:: TASK OBJECTIVE ::
Filter the entries for lines with the word "junction".

:: DATA TO USE ::
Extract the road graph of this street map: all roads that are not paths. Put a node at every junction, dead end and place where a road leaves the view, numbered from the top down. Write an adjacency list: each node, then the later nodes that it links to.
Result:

...

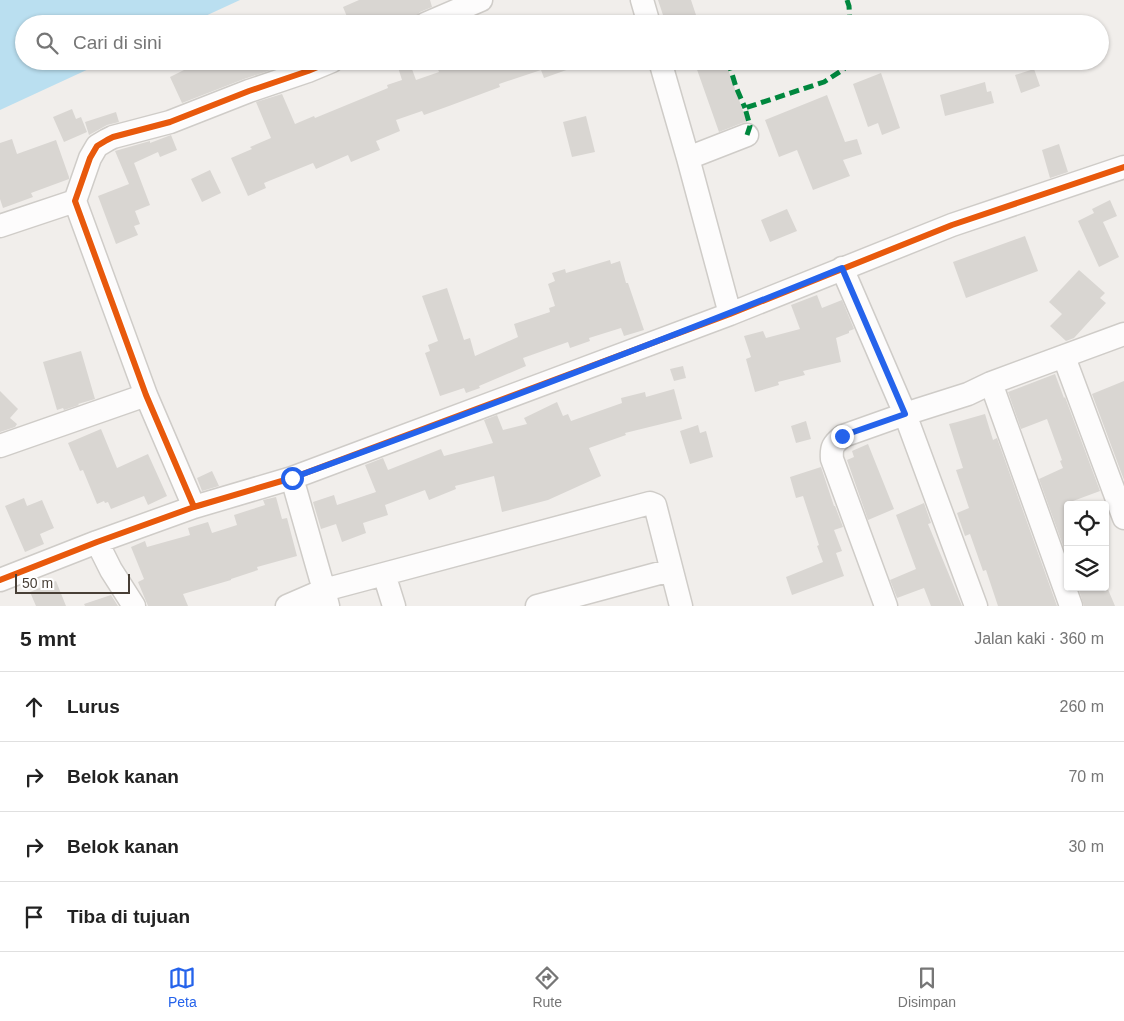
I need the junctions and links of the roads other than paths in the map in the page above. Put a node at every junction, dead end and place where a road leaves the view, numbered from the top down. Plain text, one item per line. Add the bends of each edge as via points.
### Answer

:: REPLY ::
Extract the road graph of this street map: all roads that are not paths. Put a node at every junction, dead end and place where a road leaves the view, numbered from the top down. Write an adjacency list: each node, then the later nodes that it links to.
I need the junctions and links of the roads other than paths in the map in the page above. Put a node at every junction, dead end and place where a road leaves the view, numbered from the top down. Plain text, one item per line. Add the bends of each edge as via points.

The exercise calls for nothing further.